RECORDED DATA —
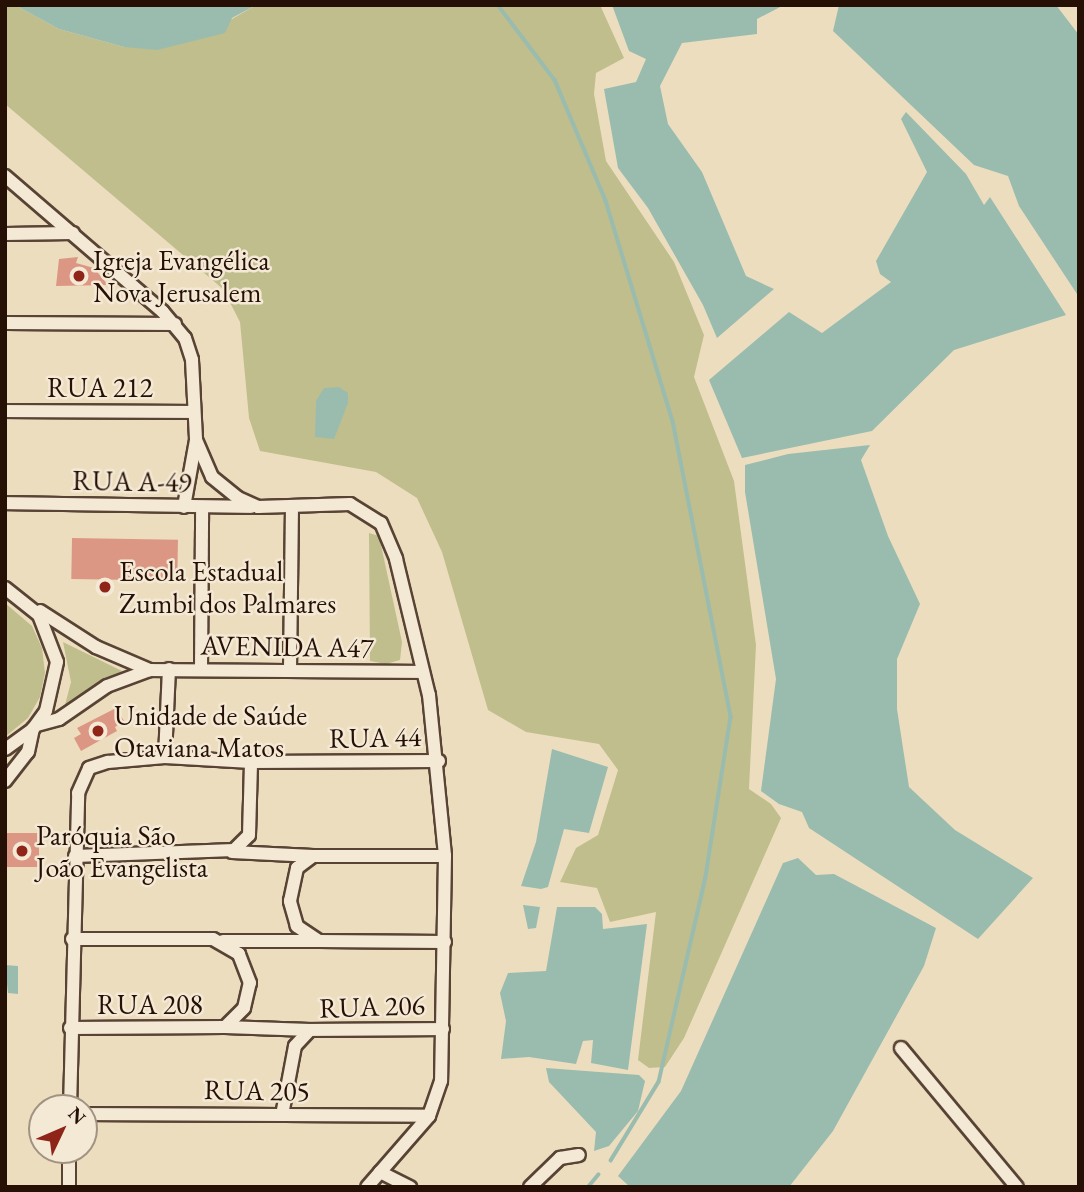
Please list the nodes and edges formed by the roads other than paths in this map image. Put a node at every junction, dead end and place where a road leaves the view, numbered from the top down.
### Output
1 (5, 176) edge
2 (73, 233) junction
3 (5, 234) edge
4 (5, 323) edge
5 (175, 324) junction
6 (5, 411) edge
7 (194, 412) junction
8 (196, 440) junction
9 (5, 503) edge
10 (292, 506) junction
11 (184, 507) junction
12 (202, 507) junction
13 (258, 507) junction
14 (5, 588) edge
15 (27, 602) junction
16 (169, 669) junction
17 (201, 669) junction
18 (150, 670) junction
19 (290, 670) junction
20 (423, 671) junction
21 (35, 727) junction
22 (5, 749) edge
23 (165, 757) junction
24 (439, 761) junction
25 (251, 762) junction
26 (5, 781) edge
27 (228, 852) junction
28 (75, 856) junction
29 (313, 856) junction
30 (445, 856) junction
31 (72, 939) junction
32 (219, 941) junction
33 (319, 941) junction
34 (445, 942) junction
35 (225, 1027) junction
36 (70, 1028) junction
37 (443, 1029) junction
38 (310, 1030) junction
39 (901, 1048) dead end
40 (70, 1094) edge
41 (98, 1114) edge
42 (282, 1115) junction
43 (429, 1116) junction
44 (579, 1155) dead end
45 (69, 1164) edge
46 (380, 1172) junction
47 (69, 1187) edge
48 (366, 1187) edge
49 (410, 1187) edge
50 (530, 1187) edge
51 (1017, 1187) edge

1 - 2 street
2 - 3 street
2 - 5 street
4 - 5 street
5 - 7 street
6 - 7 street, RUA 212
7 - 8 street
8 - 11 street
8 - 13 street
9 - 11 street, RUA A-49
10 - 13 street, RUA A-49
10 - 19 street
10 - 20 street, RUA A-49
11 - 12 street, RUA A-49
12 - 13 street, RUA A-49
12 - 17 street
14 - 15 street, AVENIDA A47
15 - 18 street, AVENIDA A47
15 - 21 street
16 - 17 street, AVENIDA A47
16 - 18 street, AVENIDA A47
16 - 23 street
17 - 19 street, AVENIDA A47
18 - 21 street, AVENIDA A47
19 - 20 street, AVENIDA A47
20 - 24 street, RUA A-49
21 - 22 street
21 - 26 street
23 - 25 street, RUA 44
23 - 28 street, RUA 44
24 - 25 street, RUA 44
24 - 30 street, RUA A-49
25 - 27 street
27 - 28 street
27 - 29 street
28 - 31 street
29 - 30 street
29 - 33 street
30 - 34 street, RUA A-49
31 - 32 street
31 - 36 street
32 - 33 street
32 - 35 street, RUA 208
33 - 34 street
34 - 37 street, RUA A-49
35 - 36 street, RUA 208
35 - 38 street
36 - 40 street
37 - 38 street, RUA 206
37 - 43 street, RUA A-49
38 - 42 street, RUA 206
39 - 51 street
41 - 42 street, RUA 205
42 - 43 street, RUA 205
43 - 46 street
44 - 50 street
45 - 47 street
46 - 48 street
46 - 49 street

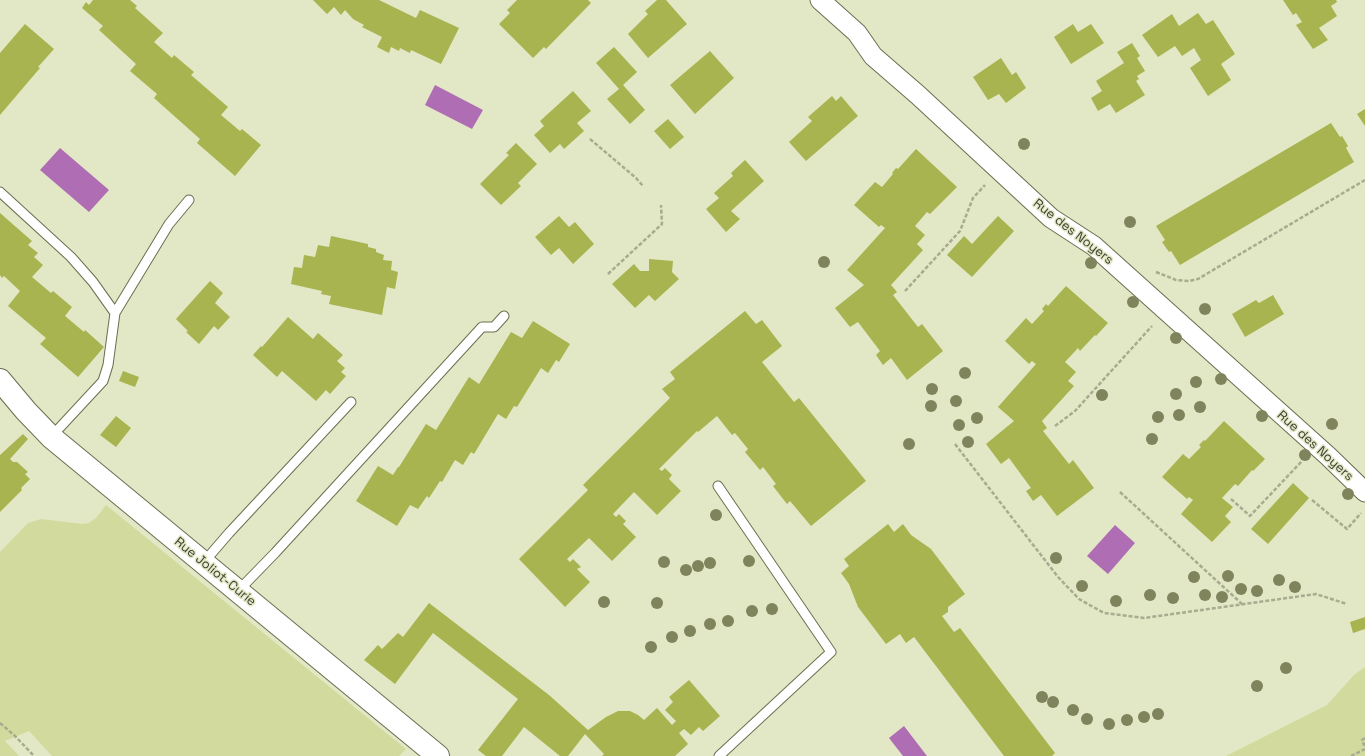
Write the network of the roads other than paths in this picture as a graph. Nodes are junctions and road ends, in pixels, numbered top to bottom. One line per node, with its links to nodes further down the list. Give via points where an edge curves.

---

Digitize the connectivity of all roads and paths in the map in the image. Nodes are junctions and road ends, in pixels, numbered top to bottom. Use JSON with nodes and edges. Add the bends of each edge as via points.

INSTRUCTIONS FOR THE TASK — Of the lines in the listing above, count those containing the word "paths", and state the count alone.

TASK SOLUTION — 3